AIM OF THE EXERCISE - Of the lines below, write out exactly those from the line with "cairo_image_surface_create(CAIRO_FORMAT_RGB24, 1308, 1487);" through the line with "cairo_set_miter_limit(cr, 4);", both included, and skip the rest.

ENTRIES PROVIDED -
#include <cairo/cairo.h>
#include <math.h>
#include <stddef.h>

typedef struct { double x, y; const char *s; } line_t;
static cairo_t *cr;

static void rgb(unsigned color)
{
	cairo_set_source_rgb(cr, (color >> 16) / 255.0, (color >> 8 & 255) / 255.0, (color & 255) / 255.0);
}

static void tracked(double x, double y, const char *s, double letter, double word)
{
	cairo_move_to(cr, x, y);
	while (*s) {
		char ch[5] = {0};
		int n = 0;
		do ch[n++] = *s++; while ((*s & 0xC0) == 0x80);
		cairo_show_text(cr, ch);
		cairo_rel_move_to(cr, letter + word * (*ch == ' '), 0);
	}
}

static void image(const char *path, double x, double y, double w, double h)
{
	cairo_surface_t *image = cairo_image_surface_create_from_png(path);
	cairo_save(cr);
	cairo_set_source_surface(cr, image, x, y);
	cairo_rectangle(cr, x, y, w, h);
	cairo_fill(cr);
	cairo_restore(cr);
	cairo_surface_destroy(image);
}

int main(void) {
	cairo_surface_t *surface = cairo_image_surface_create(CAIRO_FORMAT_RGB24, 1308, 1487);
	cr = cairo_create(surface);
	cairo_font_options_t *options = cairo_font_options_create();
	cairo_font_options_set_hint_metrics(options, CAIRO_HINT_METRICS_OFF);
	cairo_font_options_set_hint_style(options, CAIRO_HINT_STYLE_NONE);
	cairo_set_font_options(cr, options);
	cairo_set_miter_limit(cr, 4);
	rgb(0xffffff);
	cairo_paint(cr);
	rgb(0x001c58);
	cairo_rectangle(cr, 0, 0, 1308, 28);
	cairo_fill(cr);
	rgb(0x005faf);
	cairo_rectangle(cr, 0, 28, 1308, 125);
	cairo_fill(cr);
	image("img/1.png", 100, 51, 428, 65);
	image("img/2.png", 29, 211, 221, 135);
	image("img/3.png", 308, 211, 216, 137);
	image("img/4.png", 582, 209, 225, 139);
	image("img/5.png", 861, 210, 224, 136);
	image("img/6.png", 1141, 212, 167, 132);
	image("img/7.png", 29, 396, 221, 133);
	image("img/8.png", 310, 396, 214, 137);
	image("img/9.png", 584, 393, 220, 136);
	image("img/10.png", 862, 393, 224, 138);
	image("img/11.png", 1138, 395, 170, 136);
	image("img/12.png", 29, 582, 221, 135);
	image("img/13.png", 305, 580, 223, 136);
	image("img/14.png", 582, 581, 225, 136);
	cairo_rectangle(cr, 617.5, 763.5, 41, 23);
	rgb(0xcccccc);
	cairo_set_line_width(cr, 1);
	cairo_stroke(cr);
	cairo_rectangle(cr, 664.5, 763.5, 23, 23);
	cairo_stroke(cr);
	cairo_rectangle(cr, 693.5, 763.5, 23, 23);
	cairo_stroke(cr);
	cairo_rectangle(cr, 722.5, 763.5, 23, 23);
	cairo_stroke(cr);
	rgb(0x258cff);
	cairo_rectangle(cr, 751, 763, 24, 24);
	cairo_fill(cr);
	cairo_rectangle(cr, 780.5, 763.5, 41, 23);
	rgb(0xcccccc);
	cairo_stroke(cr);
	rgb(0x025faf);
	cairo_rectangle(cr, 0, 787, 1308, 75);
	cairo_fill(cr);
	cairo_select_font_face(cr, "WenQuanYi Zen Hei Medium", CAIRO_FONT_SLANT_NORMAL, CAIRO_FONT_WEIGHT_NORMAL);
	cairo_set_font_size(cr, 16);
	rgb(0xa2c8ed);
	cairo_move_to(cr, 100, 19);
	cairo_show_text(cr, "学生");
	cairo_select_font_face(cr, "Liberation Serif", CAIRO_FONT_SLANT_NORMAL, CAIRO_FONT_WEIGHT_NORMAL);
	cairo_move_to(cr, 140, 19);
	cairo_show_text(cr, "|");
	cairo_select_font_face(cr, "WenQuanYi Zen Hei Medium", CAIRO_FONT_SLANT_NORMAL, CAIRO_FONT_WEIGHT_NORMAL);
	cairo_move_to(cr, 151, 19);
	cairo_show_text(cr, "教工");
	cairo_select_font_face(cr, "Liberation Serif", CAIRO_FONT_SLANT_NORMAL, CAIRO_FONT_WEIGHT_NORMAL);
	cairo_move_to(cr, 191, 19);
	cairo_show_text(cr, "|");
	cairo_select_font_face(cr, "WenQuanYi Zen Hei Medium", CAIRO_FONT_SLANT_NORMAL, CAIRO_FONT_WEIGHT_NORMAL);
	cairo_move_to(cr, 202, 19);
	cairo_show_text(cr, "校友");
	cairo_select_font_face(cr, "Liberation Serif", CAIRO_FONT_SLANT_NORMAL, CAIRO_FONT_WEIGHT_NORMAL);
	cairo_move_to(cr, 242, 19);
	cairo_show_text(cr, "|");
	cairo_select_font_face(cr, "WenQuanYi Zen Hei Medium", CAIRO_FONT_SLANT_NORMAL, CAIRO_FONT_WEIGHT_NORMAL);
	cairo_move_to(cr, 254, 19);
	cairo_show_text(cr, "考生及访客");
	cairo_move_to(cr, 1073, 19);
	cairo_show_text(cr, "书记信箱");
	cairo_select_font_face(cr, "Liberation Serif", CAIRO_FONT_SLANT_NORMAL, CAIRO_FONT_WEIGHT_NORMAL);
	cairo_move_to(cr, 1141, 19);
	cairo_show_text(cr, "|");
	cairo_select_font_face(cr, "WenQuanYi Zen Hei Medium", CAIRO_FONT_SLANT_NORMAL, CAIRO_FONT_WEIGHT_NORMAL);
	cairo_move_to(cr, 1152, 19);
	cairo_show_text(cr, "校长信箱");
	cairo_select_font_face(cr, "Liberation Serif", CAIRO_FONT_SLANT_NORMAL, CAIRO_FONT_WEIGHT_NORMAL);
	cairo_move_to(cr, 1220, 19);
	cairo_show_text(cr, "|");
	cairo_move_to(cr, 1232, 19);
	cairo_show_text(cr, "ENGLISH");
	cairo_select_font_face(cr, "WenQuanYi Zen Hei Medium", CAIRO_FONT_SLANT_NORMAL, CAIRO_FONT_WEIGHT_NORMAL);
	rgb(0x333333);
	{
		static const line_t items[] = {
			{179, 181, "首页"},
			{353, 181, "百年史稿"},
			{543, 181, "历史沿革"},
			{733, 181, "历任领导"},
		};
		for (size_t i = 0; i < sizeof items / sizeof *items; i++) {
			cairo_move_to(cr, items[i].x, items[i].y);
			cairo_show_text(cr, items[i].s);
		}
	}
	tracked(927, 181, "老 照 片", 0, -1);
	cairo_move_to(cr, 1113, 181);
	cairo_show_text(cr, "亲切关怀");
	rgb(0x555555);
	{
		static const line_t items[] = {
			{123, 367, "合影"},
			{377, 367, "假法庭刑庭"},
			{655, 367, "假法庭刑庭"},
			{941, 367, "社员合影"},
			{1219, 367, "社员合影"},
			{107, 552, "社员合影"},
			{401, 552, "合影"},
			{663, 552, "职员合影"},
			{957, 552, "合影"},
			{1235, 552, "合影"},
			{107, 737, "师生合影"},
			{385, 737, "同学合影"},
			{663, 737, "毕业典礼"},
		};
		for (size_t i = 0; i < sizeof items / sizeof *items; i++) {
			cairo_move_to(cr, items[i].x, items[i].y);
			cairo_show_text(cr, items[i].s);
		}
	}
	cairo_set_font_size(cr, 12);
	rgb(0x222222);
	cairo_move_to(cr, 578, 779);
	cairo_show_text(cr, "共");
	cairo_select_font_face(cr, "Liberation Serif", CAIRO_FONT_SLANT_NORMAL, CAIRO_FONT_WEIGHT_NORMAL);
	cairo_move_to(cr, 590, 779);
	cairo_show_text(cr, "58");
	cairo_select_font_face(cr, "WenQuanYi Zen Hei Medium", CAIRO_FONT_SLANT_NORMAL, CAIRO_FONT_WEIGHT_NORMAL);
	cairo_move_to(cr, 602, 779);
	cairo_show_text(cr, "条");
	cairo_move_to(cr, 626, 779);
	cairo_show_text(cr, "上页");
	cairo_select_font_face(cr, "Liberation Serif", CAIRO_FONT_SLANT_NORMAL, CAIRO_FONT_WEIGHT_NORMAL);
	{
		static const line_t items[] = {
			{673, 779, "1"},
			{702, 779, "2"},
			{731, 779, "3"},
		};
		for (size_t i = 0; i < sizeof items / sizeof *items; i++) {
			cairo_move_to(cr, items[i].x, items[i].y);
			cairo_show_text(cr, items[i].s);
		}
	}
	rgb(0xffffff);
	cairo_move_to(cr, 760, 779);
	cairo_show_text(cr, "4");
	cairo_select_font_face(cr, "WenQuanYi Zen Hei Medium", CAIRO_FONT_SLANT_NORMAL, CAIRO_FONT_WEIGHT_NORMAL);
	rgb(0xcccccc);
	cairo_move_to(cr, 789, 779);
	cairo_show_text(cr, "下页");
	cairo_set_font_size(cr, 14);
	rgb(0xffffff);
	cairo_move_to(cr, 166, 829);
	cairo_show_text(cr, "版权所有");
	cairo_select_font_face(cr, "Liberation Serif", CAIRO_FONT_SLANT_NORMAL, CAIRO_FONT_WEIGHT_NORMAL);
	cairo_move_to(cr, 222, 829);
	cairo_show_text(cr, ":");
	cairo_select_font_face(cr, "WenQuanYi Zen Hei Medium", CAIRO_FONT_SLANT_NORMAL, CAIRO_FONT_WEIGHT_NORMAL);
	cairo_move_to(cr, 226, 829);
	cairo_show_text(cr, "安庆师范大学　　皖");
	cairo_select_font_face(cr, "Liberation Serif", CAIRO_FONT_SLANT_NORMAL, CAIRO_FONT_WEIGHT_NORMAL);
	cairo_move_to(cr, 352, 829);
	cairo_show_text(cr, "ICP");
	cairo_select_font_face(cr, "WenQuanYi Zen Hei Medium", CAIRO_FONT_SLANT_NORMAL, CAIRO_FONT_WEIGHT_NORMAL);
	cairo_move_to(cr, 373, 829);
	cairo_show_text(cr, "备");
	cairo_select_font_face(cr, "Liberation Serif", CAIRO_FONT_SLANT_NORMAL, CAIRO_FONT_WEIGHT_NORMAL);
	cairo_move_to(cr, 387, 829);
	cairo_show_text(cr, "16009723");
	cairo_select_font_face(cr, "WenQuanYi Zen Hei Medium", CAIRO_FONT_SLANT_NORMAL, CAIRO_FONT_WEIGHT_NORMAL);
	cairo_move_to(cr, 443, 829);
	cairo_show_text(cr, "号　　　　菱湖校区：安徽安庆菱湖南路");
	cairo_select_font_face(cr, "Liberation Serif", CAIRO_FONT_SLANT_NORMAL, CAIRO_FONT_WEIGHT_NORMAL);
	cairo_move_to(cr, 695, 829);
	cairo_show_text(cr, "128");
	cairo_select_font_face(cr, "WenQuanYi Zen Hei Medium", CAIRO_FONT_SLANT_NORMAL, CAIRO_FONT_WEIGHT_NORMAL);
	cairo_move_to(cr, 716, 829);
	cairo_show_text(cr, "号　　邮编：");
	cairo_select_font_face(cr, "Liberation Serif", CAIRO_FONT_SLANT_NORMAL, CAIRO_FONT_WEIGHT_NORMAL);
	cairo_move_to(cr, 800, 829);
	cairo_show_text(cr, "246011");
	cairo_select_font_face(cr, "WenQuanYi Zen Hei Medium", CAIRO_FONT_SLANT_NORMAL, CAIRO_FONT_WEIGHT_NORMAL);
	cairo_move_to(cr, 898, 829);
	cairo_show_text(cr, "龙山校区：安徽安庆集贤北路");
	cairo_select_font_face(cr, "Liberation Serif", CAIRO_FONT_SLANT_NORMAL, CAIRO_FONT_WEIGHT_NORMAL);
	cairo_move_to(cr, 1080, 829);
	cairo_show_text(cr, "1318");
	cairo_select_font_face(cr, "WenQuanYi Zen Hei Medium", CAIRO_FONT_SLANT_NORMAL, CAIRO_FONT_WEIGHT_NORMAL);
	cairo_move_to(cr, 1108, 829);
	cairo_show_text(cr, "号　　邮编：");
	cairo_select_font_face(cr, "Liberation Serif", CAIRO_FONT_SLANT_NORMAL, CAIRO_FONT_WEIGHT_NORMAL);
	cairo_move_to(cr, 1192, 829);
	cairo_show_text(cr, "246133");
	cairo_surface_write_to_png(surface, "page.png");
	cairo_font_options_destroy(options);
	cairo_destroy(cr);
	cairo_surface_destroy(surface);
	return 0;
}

SOLUTION TO THE EXERCISE -
	cairo_surface_t *surface = cairo_image_surface_create(CAIRO_FORMAT_RGB24, 1308, 1487);
	cr = cairo_create(surface);
	cairo_font_options_t *options = cairo_font_options_create();
	cairo_font_options_set_hint_metrics(options, CAIRO_HINT_METRICS_OFF);
	cairo_font_options_set_hint_style(options, CAIRO_HINT_STYLE_NONE);
	cairo_set_font_options(cr, options);
	cairo_set_miter_limit(cr, 4);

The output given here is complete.